__EXERCISE__: Among the records below, find the lines that contain "Tinchlik" and copy each of them.

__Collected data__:
####

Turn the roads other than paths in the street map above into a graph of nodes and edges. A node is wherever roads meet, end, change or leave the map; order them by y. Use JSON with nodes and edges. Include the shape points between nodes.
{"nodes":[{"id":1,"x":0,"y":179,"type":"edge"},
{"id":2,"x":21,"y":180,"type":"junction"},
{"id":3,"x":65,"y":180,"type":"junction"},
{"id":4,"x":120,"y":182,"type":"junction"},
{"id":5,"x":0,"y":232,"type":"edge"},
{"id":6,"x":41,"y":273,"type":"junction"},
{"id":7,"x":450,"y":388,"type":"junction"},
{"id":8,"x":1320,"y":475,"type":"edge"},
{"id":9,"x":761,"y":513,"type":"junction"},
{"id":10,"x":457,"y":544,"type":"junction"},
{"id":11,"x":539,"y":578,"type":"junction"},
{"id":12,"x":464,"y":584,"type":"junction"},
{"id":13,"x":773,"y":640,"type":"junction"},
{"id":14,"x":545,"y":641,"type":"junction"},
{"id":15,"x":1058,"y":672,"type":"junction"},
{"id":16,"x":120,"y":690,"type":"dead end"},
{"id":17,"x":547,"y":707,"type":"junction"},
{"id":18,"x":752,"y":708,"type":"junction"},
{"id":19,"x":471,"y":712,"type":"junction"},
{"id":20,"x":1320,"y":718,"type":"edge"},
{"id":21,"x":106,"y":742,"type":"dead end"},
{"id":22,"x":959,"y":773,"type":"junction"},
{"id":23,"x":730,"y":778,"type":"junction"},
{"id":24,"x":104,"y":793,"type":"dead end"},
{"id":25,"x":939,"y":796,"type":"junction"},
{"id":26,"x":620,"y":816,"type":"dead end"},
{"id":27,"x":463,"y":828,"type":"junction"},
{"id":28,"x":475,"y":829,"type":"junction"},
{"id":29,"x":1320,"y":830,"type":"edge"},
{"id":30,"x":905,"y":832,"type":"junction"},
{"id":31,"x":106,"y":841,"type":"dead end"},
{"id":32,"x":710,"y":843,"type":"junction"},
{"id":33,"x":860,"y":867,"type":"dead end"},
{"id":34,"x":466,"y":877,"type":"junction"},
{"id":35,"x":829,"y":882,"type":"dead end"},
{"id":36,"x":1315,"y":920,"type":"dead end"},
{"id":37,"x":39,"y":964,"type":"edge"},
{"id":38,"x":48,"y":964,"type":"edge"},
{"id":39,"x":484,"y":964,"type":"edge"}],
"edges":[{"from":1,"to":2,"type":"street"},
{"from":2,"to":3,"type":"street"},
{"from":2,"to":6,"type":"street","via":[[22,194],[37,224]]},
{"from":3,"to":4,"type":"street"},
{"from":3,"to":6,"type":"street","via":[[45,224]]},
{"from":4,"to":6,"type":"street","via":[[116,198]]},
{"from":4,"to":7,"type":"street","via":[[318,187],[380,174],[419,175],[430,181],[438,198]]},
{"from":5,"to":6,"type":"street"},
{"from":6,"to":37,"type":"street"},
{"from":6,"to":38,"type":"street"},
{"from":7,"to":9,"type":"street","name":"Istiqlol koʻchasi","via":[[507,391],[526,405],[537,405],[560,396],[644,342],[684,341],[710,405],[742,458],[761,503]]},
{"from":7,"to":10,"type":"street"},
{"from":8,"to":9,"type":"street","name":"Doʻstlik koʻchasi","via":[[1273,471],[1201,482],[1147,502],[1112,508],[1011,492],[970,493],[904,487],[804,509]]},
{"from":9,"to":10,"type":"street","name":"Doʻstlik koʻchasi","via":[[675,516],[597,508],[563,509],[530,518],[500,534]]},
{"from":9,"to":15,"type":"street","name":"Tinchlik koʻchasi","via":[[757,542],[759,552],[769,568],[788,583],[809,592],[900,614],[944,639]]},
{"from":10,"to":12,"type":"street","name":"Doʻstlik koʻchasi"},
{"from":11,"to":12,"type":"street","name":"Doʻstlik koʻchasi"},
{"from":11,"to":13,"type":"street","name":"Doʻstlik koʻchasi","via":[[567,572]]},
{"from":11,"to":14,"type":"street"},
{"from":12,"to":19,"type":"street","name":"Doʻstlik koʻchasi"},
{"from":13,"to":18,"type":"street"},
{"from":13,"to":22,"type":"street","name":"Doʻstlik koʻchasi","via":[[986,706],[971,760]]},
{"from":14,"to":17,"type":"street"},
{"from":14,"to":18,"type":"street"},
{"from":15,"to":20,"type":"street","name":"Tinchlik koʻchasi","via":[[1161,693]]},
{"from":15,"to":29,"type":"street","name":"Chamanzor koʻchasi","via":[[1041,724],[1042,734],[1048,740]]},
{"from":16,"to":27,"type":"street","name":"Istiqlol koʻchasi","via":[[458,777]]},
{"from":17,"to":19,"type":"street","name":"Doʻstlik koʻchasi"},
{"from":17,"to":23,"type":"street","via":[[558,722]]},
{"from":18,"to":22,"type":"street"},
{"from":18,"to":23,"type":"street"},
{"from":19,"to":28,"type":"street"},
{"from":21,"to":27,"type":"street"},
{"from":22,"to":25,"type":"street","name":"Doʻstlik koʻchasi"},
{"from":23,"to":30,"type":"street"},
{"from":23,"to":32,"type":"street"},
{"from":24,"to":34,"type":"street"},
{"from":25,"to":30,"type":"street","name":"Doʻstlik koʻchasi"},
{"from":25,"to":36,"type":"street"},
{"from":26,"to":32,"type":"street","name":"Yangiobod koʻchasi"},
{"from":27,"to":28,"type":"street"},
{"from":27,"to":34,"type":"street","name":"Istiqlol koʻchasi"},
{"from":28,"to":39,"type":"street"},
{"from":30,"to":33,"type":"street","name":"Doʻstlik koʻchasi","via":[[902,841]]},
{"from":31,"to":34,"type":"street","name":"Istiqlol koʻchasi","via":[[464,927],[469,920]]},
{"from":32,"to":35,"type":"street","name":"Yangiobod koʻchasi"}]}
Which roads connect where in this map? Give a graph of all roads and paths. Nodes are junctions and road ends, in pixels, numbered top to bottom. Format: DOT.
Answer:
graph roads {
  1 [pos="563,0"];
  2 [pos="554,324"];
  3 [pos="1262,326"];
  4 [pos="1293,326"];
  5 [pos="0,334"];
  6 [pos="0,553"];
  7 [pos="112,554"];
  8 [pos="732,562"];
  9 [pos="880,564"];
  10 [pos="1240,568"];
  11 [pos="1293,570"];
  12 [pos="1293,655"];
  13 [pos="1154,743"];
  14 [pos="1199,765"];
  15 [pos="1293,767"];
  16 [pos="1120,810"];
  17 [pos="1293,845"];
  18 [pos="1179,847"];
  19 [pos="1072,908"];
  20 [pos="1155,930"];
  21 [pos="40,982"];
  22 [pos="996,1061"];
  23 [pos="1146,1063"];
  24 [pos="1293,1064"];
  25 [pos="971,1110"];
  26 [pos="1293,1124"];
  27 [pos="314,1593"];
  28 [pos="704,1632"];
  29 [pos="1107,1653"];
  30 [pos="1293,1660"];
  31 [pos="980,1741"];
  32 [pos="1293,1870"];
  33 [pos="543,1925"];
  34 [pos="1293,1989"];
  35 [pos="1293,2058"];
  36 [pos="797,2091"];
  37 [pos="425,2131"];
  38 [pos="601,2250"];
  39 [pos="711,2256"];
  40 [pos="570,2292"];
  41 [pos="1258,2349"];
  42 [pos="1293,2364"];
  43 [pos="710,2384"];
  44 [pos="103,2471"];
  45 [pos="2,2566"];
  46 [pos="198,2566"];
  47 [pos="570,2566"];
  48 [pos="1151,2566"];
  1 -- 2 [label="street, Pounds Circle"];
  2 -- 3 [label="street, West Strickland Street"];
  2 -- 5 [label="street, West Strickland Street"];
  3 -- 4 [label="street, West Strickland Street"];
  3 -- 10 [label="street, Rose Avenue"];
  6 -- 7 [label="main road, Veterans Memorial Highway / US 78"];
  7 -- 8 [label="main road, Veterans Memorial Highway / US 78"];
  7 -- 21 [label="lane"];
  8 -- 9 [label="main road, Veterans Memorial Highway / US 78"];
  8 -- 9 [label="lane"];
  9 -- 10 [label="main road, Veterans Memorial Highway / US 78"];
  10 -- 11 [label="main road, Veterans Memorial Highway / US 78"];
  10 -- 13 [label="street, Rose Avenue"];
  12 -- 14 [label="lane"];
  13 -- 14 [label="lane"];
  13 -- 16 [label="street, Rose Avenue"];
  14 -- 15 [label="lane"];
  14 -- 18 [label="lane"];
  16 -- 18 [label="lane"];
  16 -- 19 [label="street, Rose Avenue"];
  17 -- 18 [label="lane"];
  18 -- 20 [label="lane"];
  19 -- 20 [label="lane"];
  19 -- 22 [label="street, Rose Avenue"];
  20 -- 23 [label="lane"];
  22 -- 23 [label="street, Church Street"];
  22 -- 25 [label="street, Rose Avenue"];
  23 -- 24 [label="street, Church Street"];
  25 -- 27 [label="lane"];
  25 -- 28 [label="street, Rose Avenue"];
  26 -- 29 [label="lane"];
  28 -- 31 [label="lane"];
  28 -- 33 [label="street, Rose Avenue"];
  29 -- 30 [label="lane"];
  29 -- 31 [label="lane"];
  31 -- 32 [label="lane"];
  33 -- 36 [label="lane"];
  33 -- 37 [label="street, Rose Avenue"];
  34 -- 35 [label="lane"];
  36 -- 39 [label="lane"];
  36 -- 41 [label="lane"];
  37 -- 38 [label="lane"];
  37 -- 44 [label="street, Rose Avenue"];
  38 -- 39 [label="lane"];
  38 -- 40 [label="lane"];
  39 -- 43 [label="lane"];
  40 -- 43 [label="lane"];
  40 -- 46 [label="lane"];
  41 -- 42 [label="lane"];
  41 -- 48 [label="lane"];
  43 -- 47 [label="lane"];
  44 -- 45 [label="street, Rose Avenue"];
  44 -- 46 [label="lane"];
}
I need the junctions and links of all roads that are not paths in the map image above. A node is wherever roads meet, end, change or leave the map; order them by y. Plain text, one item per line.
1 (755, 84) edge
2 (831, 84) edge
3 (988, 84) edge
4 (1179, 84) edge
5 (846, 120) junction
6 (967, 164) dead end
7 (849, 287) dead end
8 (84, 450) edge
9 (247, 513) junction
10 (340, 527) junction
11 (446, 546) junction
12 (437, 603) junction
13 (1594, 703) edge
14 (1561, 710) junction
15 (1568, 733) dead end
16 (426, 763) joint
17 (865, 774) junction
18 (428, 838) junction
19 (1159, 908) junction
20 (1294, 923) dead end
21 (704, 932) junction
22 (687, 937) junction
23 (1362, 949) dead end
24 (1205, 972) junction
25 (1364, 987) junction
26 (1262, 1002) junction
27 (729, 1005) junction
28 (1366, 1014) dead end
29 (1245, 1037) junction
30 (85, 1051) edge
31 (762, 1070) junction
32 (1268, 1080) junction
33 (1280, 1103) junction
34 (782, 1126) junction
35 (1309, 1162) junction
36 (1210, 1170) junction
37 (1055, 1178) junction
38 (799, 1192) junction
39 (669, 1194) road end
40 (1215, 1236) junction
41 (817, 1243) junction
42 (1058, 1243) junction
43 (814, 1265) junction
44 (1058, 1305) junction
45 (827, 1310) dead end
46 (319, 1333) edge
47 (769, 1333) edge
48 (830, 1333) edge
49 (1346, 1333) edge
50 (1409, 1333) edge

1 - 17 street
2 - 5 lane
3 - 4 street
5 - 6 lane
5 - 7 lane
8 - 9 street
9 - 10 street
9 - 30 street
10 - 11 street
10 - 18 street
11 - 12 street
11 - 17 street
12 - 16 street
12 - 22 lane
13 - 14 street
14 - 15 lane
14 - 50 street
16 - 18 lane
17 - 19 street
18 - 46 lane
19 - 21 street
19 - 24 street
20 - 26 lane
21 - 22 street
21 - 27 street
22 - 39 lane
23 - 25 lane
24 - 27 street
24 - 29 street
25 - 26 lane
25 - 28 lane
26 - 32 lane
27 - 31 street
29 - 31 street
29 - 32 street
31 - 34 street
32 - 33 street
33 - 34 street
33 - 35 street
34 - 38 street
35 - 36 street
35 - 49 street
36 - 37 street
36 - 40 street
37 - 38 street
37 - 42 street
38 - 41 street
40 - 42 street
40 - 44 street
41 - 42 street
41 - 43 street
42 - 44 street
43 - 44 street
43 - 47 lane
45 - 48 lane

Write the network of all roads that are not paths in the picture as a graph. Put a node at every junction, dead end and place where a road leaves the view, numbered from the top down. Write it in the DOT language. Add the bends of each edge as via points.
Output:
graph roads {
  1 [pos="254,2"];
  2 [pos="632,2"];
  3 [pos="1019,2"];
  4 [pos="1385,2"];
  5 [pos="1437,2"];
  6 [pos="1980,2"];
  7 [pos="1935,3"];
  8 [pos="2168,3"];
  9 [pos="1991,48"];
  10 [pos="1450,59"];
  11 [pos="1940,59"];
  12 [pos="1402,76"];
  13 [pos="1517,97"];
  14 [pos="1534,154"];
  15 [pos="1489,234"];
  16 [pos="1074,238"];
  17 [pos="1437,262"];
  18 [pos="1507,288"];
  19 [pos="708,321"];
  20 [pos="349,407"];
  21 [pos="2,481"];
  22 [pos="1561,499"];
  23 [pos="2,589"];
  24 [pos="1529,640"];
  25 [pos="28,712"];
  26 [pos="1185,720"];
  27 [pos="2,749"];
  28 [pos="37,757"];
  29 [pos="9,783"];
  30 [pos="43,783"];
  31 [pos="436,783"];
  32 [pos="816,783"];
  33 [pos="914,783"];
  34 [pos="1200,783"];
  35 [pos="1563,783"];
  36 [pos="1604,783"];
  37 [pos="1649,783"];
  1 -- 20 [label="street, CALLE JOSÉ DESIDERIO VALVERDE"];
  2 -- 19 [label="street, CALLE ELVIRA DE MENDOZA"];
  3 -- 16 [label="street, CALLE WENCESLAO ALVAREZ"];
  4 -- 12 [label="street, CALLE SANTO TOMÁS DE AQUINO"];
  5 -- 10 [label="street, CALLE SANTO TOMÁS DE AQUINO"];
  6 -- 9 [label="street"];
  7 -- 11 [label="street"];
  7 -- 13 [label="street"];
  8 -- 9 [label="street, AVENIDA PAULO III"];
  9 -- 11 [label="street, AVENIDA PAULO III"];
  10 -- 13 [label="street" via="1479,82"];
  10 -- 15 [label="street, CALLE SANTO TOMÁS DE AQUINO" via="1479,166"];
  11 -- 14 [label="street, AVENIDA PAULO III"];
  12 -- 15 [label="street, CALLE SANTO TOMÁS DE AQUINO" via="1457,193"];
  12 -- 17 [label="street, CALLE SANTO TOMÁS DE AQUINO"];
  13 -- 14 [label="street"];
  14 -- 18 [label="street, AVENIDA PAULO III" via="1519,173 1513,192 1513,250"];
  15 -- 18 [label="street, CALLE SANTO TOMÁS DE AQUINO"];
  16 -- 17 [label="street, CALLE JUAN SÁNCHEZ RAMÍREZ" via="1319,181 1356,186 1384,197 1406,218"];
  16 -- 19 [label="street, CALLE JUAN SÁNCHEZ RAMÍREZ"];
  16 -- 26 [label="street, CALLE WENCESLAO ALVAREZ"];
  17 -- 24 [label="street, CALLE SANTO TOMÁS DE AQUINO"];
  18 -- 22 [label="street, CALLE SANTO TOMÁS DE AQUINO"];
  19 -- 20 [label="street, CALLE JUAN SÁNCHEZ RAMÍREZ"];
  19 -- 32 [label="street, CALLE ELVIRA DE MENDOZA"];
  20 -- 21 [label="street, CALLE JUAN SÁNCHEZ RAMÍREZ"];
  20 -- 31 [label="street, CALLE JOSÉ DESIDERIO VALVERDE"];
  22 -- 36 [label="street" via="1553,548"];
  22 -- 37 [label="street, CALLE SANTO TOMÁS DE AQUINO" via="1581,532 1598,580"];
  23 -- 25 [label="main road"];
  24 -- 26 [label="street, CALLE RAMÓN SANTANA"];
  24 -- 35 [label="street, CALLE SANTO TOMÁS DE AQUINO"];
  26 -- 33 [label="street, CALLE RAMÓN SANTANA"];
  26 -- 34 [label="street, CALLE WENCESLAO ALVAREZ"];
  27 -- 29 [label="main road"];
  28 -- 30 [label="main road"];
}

####

__EXERCISE RESPONSE__:
{"from":9,"to":15,"type":"street","name":"Tinchlik koʻchasi","via":[[757,542],[759,552],[769,568],[788,583],[809,592],[900,614],[944,639]]},
{"from":15,"to":20,"type":"street","name":"Tinchlik koʻchasi","via":[[1161,693]]},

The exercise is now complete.